When Trelawny first met Shelley in Pisa on 14 January 1822 the latter was holding a book which was, he told Trelawny, 'Calderón's Magico Prodigioso, I am translating some passages in it'. Crook and Webb lay out crisply the history of the text and its attendant problems: the translations were drafted in adds. e. 18 and in Huntington Manuscript 2111 (edited by Mary A. Quinn in volume 7 of the Manuscripts of the Younger Romantics: Shelley), while Mary Shelley made a fair copy of the first scene (now in Iowa). There are problems with the precise accuracy of Trelawny's account, but it's clear that Shelley was deeply engaged with Calderón in the first quarter of 1822, and that Shelley's drafts were emended by Mary Shelley in the process of preparing a text for Posthumous Poems (1824) (see pp. xxxix-xl). The two scenes translated in adds. e. 18 display common concerns, in the view of the editors: 'In each case sexual desire is the issue; in each, the mind in a state of tumultuous passion is represented in terms of (sharply contrasted) natural phenomena' (p. xxxviii).

These translations are by no means the only items of interest in this notebook. It includes as well the famous motto on the front pastedown: 'the spring rebels not against winter but it succeeds it - the dawn rebels not against night but it disperses it'. The jotting may, the editors speculate, 'belong to a stage when Shelley was setting down thoughts about Job which later found a place, reworked, in "Charles the First"' (p. xxxiii). In addition, there are drafts of 'Ginevra', continuing the rough drafts in adds. e. 8 (ed. Carlene A. Adamson, volume VI of the Bodleian Shelley Manuscripts) and showing the influence of Keats's 1820 volume; a fair draft of 'O World! O Life! O Time'; a fair draft of 'From the Arabic: An Imitation'; drafts of 'When the Lamp is Shattered' (which receives a particularly searching bibliographical discussion); 'Fragments of an Unfinished Drama' (influenced, the editors suggest, by Thomas Moore's Lalla Rookh, as well as by The Tempest and Comus); a draft of lines 1-12 of 'With a Guitar, to Jane' (later fair copied beautifully in adds. e. 3); a number of short fragments and jottings; some quotations and reading notes from the Book of Job and Plato; single words and memoranda; and sketches and doodles (of, among other things, and mostly pretty crude in technique, boats, animals and profiles). There is, too, a transcription and illuminating bibliographical account of one of the most intriguing contents of the notebook, a version of Segismundo's soliloquy from Calderón's La vida es sueno, 'It is a singular world ...', a fair copy in the hand of Medwin or Edward Williams: the editors, commenting on the words - 'dreams / Themselves are but the dreams of other dreams' - discover in them 'a kind of conceptual complexity which certainly accords with Shelley's own poetic imaginaire, and his predilection for the figuring of the recessive'; the 'internal evidence' indicates that 'Shelley's intellectual fingerprints are present' (p. lxvii) and could be interpreted as showing that Shelley may have been dictating.

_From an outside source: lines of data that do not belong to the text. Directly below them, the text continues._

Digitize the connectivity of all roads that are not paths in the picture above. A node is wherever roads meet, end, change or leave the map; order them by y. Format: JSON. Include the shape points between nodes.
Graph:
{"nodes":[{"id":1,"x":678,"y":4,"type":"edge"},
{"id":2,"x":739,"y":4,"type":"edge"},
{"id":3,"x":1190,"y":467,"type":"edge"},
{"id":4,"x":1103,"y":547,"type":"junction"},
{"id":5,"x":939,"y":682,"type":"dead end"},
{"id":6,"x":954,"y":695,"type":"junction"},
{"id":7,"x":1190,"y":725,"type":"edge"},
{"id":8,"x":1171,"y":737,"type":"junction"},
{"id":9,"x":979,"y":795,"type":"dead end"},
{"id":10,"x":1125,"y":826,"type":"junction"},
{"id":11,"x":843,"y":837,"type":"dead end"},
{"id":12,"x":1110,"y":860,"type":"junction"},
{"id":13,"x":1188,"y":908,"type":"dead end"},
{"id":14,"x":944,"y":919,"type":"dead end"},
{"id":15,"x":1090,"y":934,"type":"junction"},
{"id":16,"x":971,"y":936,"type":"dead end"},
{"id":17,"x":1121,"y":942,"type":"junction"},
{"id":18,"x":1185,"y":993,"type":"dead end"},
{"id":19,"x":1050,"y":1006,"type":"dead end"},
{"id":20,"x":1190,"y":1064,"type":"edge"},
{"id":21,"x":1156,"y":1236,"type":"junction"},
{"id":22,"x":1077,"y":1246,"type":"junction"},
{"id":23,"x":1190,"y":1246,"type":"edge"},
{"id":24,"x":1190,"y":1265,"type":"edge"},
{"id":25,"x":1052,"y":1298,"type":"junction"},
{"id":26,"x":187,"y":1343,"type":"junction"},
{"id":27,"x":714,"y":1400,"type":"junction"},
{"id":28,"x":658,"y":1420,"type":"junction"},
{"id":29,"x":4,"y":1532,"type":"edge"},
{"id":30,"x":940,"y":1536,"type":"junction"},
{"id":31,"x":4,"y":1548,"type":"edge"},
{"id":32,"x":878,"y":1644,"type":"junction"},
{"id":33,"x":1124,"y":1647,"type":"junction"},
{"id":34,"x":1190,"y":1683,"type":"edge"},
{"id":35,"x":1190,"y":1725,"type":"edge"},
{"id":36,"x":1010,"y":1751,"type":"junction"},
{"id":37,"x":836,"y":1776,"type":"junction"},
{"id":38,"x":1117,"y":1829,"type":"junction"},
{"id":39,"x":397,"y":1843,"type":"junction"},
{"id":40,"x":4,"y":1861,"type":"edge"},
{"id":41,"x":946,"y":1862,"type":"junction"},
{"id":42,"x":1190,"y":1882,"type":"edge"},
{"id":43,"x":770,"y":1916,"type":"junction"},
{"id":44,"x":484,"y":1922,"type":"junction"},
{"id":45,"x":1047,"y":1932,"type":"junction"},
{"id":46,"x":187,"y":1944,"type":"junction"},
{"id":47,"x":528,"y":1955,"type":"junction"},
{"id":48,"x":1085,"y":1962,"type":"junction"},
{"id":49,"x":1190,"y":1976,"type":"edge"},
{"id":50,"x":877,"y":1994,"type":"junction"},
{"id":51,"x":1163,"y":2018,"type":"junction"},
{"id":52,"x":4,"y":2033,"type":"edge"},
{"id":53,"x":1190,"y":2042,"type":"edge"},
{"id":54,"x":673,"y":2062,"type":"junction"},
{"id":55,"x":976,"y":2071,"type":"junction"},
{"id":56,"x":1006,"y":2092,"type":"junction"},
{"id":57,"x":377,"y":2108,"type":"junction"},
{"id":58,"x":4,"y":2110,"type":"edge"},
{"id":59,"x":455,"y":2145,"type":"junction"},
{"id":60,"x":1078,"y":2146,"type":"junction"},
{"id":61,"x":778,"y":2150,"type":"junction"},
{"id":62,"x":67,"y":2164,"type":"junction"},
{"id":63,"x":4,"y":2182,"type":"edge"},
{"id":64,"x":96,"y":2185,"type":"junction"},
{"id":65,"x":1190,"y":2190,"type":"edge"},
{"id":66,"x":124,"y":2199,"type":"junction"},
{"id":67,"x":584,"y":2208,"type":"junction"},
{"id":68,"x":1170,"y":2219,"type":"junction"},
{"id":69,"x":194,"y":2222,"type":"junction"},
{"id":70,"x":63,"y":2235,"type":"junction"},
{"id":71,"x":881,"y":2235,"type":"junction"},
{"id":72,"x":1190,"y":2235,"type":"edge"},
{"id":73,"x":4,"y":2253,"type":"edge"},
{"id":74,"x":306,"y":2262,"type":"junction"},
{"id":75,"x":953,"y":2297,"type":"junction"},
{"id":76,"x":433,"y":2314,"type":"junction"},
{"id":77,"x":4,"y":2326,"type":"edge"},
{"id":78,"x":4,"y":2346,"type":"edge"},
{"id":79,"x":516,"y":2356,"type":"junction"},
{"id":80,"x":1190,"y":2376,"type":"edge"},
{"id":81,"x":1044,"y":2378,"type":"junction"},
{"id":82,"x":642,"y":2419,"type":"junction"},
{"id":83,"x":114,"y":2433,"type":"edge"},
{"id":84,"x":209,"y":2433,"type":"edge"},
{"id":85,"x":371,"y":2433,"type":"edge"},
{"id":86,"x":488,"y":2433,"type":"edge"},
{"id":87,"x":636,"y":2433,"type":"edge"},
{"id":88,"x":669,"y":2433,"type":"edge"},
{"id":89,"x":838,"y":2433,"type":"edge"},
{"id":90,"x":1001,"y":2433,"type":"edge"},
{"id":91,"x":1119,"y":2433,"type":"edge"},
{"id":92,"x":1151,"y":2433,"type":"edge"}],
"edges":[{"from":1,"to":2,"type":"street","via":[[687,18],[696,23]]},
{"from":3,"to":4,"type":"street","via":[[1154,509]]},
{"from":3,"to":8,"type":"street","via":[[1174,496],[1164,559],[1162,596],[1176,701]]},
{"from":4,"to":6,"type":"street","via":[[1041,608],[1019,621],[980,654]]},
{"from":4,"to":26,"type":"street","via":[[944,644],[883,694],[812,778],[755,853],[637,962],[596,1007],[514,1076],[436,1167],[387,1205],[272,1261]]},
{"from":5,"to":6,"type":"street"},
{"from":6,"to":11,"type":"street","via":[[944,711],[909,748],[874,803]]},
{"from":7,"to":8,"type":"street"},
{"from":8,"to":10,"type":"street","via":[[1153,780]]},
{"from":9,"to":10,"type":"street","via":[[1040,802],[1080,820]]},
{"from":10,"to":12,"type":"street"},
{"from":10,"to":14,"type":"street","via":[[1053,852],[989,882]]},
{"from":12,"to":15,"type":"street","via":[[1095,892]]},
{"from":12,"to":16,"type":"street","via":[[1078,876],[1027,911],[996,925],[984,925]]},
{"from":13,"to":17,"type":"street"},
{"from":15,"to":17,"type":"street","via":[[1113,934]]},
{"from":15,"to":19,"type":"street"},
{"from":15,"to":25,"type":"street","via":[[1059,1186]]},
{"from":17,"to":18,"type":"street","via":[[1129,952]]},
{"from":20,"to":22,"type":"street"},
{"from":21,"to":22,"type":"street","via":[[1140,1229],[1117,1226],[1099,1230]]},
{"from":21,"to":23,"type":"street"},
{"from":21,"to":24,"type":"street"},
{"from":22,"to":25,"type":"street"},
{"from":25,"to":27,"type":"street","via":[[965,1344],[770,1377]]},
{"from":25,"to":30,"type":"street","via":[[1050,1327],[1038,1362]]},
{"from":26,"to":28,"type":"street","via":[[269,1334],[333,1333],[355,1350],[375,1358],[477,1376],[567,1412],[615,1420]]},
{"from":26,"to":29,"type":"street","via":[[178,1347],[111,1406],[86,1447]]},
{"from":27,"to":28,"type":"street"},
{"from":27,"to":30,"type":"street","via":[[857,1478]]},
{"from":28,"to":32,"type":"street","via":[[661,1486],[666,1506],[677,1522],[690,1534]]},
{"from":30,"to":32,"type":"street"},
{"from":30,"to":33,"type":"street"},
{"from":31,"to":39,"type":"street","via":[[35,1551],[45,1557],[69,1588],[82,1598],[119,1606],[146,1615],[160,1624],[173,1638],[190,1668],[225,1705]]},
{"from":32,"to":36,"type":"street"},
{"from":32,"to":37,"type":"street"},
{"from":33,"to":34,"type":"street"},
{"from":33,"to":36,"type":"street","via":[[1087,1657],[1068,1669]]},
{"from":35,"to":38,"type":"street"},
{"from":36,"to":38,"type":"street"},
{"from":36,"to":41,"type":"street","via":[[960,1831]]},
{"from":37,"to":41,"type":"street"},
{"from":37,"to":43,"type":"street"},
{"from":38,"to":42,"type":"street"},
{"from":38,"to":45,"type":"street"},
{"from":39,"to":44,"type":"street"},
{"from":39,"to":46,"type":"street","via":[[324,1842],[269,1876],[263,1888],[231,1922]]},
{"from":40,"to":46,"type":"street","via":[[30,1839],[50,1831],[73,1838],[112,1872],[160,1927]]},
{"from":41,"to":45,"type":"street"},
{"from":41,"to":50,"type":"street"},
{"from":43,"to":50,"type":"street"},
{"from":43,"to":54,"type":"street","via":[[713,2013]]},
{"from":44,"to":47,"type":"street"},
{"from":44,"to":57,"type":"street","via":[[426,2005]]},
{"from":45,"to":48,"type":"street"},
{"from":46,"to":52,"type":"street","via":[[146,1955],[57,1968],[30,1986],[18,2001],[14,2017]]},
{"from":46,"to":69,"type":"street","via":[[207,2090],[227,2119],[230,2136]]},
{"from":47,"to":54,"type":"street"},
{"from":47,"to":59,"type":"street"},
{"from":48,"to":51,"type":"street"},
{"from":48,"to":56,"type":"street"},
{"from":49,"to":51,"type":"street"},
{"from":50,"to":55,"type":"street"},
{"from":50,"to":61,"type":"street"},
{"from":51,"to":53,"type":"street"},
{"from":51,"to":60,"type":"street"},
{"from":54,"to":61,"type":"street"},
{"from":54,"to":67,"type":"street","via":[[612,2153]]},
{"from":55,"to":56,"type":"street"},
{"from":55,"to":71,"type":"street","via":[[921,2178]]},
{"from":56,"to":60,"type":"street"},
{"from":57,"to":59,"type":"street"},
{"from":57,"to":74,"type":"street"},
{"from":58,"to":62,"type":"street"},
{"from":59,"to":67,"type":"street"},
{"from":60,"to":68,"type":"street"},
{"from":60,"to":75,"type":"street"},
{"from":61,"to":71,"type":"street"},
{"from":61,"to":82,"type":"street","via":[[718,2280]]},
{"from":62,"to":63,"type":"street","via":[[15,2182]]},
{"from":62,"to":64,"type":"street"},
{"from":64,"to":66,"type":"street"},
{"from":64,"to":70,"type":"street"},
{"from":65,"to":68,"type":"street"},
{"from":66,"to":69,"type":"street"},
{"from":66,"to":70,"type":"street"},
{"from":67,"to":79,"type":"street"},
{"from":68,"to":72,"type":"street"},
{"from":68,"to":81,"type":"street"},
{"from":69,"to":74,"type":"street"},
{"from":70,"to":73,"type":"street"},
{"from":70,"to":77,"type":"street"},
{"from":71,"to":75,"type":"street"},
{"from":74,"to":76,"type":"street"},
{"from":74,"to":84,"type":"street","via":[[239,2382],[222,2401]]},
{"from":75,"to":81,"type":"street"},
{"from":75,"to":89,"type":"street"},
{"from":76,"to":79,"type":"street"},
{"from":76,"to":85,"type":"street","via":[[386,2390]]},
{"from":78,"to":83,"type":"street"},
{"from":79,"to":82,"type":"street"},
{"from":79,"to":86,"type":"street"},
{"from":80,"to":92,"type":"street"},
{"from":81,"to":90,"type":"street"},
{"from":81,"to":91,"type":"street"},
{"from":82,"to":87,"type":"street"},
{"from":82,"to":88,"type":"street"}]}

The notes and interpretations are properly cautious and hypothetical when they should be; they are always fully in command of facts and tenaciously aware of possibilities. The editors write clearly and often with verve and stylishness. The transcriptions are marvels of accuracy. This is an outstanding scholarly achievement, one that fully warrants the General Editor's admiration.